**Required action:**
Each entry below must be given again word for word, with no pictures.

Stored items

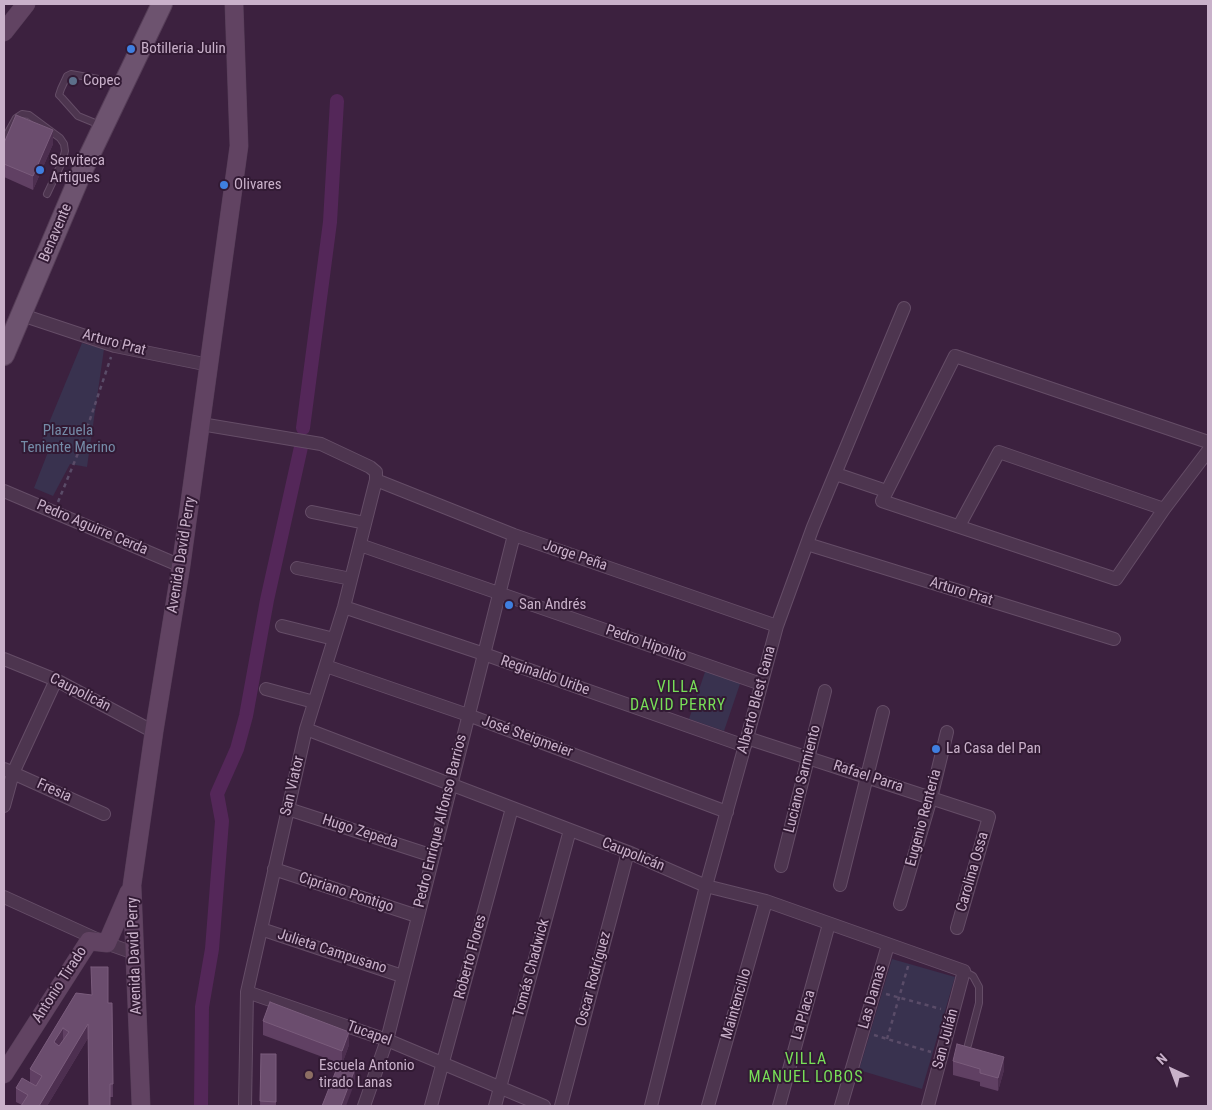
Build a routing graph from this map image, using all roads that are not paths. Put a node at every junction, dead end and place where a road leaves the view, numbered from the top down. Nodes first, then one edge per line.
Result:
1 (26, 4) edge
2 (162, 4) edge
3 (234, 4) edge
4 (4, 32) edge
5 (124, 84) junction
6 (104, 127) junction
7 (4, 140) edge
8 (72, 167) junction
9 (47, 194) dead end
10 (904, 308) dead end
11 (22, 315) junction
12 (4, 355) edge
13 (209, 365) junction
14 (201, 424) junction
15 (1208, 442) edge
16 (1208, 451) edge
17 (836, 474) junction
18 (376, 476) junction
19 (4, 491) edge
20 (886, 491) junction
21 (1164, 509) junction
22 (312, 512) dead end
23 (365, 523) junction
24 (959, 526) junction
25 (514, 535) junction
26 (807, 544) junction
27 (360, 545) junction
28 (181, 566) junction
29 (297, 568) dead end
30 (351, 579) junction
31 (499, 593) junction
32 (344, 607) junction
33 (282, 626) dead end
34 (776, 626) junction
35 (334, 639) junction
36 (1114, 639) dead end
37 (484, 654) junction
38 (4, 659) edge
39 (326, 666) junction
40 (56, 680) junction
41 (761, 684) junction
42 (266, 689) dead end
43 (825, 691) dead end
44 (314, 702) junction
45 (883, 712) dead end
46 (468, 715) junction
47 (306, 729) junction
48 (154, 732) junction
49 (947, 732) dead end
50 (746, 742) junction
51 (808, 758) junction
52 (8, 771) edge
53 (867, 777) junction
54 (450, 784) junction
55 (931, 798) junction
56 (4, 806) edge
57 (512, 808) junction
58 (288, 809) junction
59 (727, 812) junction
60 (104, 814) dead end
61 (988, 817) joint
62 (570, 830) junction
63 (628, 852) junction
64 (432, 856) junction
65 (781, 866) dead end
66 (274, 869) junction
67 (840, 884) dead end
68 (132, 885) junction
69 (706, 886) junction
70 (4, 897) edge
71 (766, 902) junction
72 (900, 904) dead end
73 (417, 916) junction
74 (830, 924) junction
75 (957, 928) dead end
76 (261, 930) junction
77 (107, 943) junction
78 (888, 944) junction
79 (134, 953) junction
80 (964, 971) junction
81 (402, 976) junction
82 (247, 992) junction
83 (386, 1040) junction
84 (968, 1045) edge
85 (442, 1063) junction
86 (4, 1072) edge
87 (500, 1088) junction
88 (141, 1106) edge
89 (245, 1106) edge
90 (364, 1106) edge
91 (431, 1106) edge
92 (495, 1106) edge
93 (544, 1106) edge
94 (560, 1106) edge
95 (651, 1106) edge
96 (708, 1106) edge
97 (778, 1106) edge
98 (841, 1106) edge
99 (928, 1106) edge

1 - 4 main road
2 - 5 main road, Benavente
3 - 13 main road, Avenida David Perry
5 - 6 main road, Benavente
5 - 6 lane
6 - 8 main road, Benavente
7 - 8 lane
8 - 9 lane
8 - 11 main road, Benavente
10 - 17 street, Alberto Blest Gana
11 - 12 main road, Benavente
11 - 13 street, Arturo Prat
13 - 14 main road, Avenida David Perry
14 - 18 street, Jorge Peña
14 - 28 main road, Avenida David Perry
15 - 20 street
16 - 21 street
17 - 20 street
17 - 26 street, Alberto Blest Gana
18 - 23 street, San Viator
18 - 25 street, Jorge Peña
19 - 28 street, Pedro Aguirre Cerda
20 - 24 street
21 - 24 street
21 - 24 street
22 - 23 street
23 - 27 street, San Viator
25 - 31 street, Pedro Enrique Alfonso Barrios
25 - 34 street, Jorge Peña
26 - 34 street, Alberto Blest Gana
26 - 36 street, Arturo Prat
27 - 30 street, San Viator
27 - 31 street, Pedro Hipolito
28 - 48 main road, Avenida David Perry
29 - 30 street
30 - 32 street, San Viator
31 - 37 street, Pedro Enrique Alfonso Barrios
31 - 41 street, Pedro Hipolito
32 - 35 street, San Viator
32 - 37 street, Reginaldo Uribe
33 - 35 street
34 - 41 street, Alberto Blest Gana
35 - 39 street, San Viator
37 - 46 street, Pedro Enrique Alfonso Barrios
37 - 50 street, Reginaldo Uribe
38 - 40 street, Caupolicán
39 - 44 street, San Viator
39 - 46 street, José Steigmeier
40 - 48 street, Caupolicán
40 - 52 street
41 - 50 street, Alberto Blest Gana
42 - 44 street
43 - 51 street, Luciano Sarmiento
44 - 47 street, San Viator
45 - 53 street
46 - 54 street, Pedro Enrique Alfonso Barrios
46 - 59 street, José Steigmeier
47 - 54 street, Caupolicán
47 - 58 street, San Viator
48 - 68 main road, Avenida David Perry
49 - 55 street, Eugenio Renteria
50 - 51 street, Rafael Parra
50 - 59 street, Alberto Blest Gana
51 - 53 street, Rafael Parra
51 - 65 street, Luciano Sarmiento
52 - 56 street
52 - 60 street, Fresia
53 - 55 street, Rafael Parra
53 - 67 street
54 - 57 street, Caupolicán
54 - 64 street, Pedro Enrique Alfonso Barrios
55 - 61 street, Rafael Parra
55 - 72 street, Eugenio Renteria
57 - 62 street, Caupolicán
57 - 85 street, Roberto Flores
58 - 64 street, Hugo Zepeda
58 - 66 street, San Viator
59 - 69 street, Alberto Blest Gana
61 - 75 street, Carolina Ossa
62 - 63 street, Caupolicán
62 - 87 street, Tomás Chadwick
63 - 69 street, Caupolicán
63 - 94 street, Oscar Rodríguez
64 - 73 street, Pedro Enrique Alfonso Barrios
66 - 73 street, Cipriano Pontigo
66 - 76 street, San Viator
68 - 77 main road, Antonio Tirado
68 - 79 main road, Avenida David Perry
69 - 71 street, Caupolicán
69 - 95 street, Alberto Blest Gana
70 - 77 street
71 - 74 street, Caupolicán
71 - 96 street, Maintencillo
73 - 81 street, Pedro Enrique Alfonso Barrios
74 - 78 street, Caupolicán
74 - 97 street, La Placa
76 - 81 street, Julieta Campusano
76 - 82 street, San Viator
77 - 79 street
77 - 86 main road, Antonio Tirado
78 - 80 street, Caupolicán
78 - 98 street, Las Damas
79 - 88 main road, Avenida David Perry
80 - 84 lane
80 - 99 street, San Julián
81 - 83 street, Pedro Enrique Alfonso Barrios
82 - 83 street, Tucapel
82 - 89 street, San Viator
83 - 85 street, Tucapel
83 - 90 street, Pedro Enrique Alfonso Barrios
85 - 87 street, Tucapel
85 - 91 street, Roberto Flores
87 - 92 street, Tomás Chadwick
87 - 93 street, Tucapel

**Output of the exercise:**
Build a routing graph from this map image, using all roads that are not paths. Put a node at every junction, dead end and place where a road leaves the view, numbered from the top down. Nodes first, then one edge per line.
Result:
1 (26, 4) edge
2 (162, 4) edge
3 (234, 4) edge
4 (4, 32) edge
5 (124, 84) junction
6 (104, 127) junction
7 (4, 140) edge
8 (72, 167) junction
9 (47, 194) dead end
10 (904, 308) dead end
11 (22, 315) junction
12 (4, 355) edge
13 (209, 365) junction
14 (201, 424) junction
15 (1208, 442) edge
16 (1208, 451) edge
17 (836, 474) junction
18 (376, 476) junction
19 (4, 491) edge
20 (886, 491) junction
21 (1164, 509) junction
22 (312, 512) dead end
23 (365, 523) junction
24 (959, 526) junction
25 (514, 535) junction
26 (807, 544) junction
27 (360, 545) junction
28 (181, 566) junction
29 (297, 568) dead end
30 (351, 579) junction
31 (499, 593) junction
32 (344, 607) junction
33 (282, 626) dead end
34 (776, 626) junction
35 (334, 639) junction
36 (1114, 639) dead end
37 (484, 654) junction
38 (4, 659) edge
39 (326, 666) junction
40 (56, 680) junction
41 (761, 684) junction
42 (266, 689) dead end
43 (825, 691) dead end
44 (314, 702) junction
45 (883, 712) dead end
46 (468, 715) junction
47 (306, 729) junction
48 (154, 732) junction
49 (947, 732) dead end
50 (746, 742) junction
51 (808, 758) junction
52 (8, 771) edge
53 (867, 777) junction
54 (450, 784) junction
55 (931, 798) junction
56 (4, 806) edge
57 (512, 808) junction
58 (288, 809) junction
59 (727, 812) junction
60 (104, 814) dead end
61 (988, 817) joint
62 (570, 830) junction
63 (628, 852) junction
64 (432, 856) junction
65 (781, 866) dead end
66 (274, 869) junction
67 (840, 884) dead end
68 (132, 885) junction
69 (706, 886) junction
70 (4, 897) edge
71 (766, 902) junction
72 (900, 904) dead end
73 (417, 916) junction
74 (830, 924) junction
75 (957, 928) dead end
76 (261, 930) junction
77 (107, 943) junction
78 (888, 944) junction
79 (134, 953) junction
80 (964, 971) junction
81 (402, 976) junction
82 (247, 992) junction
83 (386, 1040) junction
84 (968, 1045) edge
85 (442, 1063) junction
86 (4, 1072) edge
87 (500, 1088) junction
88 (141, 1106) edge
89 (245, 1106) edge
90 (364, 1106) edge
91 (431, 1106) edge
92 (495, 1106) edge
93 (544, 1106) edge
94 (560, 1106) edge
95 (651, 1106) edge
96 (708, 1106) edge
97 (778, 1106) edge
98 (841, 1106) edge
99 (928, 1106) edge

1 - 4 main road
2 - 5 main road, Benavente
3 - 13 main road, Avenida David Perry
5 - 6 main road, Benavente
5 - 6 lane
6 - 8 main road, Benavente
7 - 8 lane
8 - 9 lane
8 - 11 main road, Benavente
10 - 17 street, Alberto Blest Gana
11 - 12 main road, Benavente
11 - 13 street, Arturo Prat
13 - 14 main road, Avenida David Perry
14 - 18 street, Jorge Peña
14 - 28 main road, Avenida David Perry
15 - 20 street
16 - 21 street
17 - 20 street
17 - 26 street, Alberto Blest Gana
18 - 23 street, San Viator
18 - 25 street, Jorge Peña
19 - 28 street, Pedro Aguirre Cerda
20 - 24 street
21 - 24 street
21 - 24 street
22 - 23 street
23 - 27 street, San Viator
25 - 31 street, Pedro Enrique Alfonso Barrios
25 - 34 street, Jorge Peña
26 - 34 street, Alberto Blest Gana
26 - 36 street, Arturo Prat
27 - 30 street, San Viator
27 - 31 street, Pedro Hipolito
28 - 48 main road, Avenida David Perry
29 - 30 street
30 - 32 street, San Viator
31 - 37 street, Pedro Enrique Alfonso Barrios
31 - 41 street, Pedro Hipolito
32 - 35 street, San Viator
32 - 37 street, Reginaldo Uribe
33 - 35 street
34 - 41 street, Alberto Blest Gana
35 - 39 street, San Viator
37 - 46 street, Pedro Enrique Alfonso Barrios
37 - 50 street, Reginaldo Uribe
38 - 40 street, Caupolicán
39 - 44 street, San Viator
39 - 46 street, José Steigmeier
40 - 48 street, Caupolicán
40 - 52 street
41 - 50 street, Alberto Blest Gana
42 - 44 street
43 - 51 street, Luciano Sarmiento
44 - 47 street, San Viator
45 - 53 street
46 - 54 street, Pedro Enrique Alfonso Barrios
46 - 59 street, José Steigmeier
47 - 54 street, Caupolicán
47 - 58 street, San Viator
48 - 68 main road, Avenida David Perry
49 - 55 street, Eugenio Renteria
50 - 51 street, Rafael Parra
50 - 59 street, Alberto Blest Gana
51 - 53 street, Rafael Parra
51 - 65 street, Luciano Sarmiento
52 - 56 street
52 - 60 street, Fresia
53 - 55 street, Rafael Parra
53 - 67 street
54 - 57 street, Caupolicán
54 - 64 street, Pedro Enrique Alfonso Barrios
55 - 61 street, Rafael Parra
55 - 72 street, Eugenio Renteria
57 - 62 street, Caupolicán
57 - 85 street, Roberto Flores
58 - 64 street, Hugo Zepeda
58 - 66 street, San Viator
59 - 69 street, Alberto Blest Gana
61 - 75 street, Carolina Ossa
62 - 63 street, Caupolicán
62 - 87 street, Tomás Chadwick
63 - 69 street, Caupolicán
63 - 94 street, Oscar Rodríguez
64 - 73 street, Pedro Enrique Alfonso Barrios
66 - 73 street, Cipriano Pontigo
66 - 76 street, San Viator
68 - 77 main road, Antonio Tirado
68 - 79 main road, Avenida David Perry
69 - 71 street, Caupolicán
69 - 95 street, Alberto Blest Gana
70 - 77 street
71 - 74 street, Caupolicán
71 - 96 street, Maintencillo
73 - 81 street, Pedro Enrique Alfonso Barrios
74 - 78 street, Caupolicán
74 - 97 street, La Placa
76 - 81 street, Julieta Campusano
76 - 82 street, San Viator
77 - 79 street
77 - 86 main road, Antonio Tirado
78 - 80 street, Caupolicán
78 - 98 street, Las Damas
79 - 88 main road, Avenida David Perry
80 - 84 lane
80 - 99 street, San Julián
81 - 83 street, Pedro Enrique Alfonso Barrios
82 - 83 street, Tucapel
82 - 89 street, San Viator
83 - 85 street, Tucapel
83 - 90 street, Pedro Enrique Alfonso Barrios
85 - 87 street, Tucapel
85 - 91 street, Roberto Flores
87 - 92 street, Tomás Chadwick
87 - 93 street, Tucapel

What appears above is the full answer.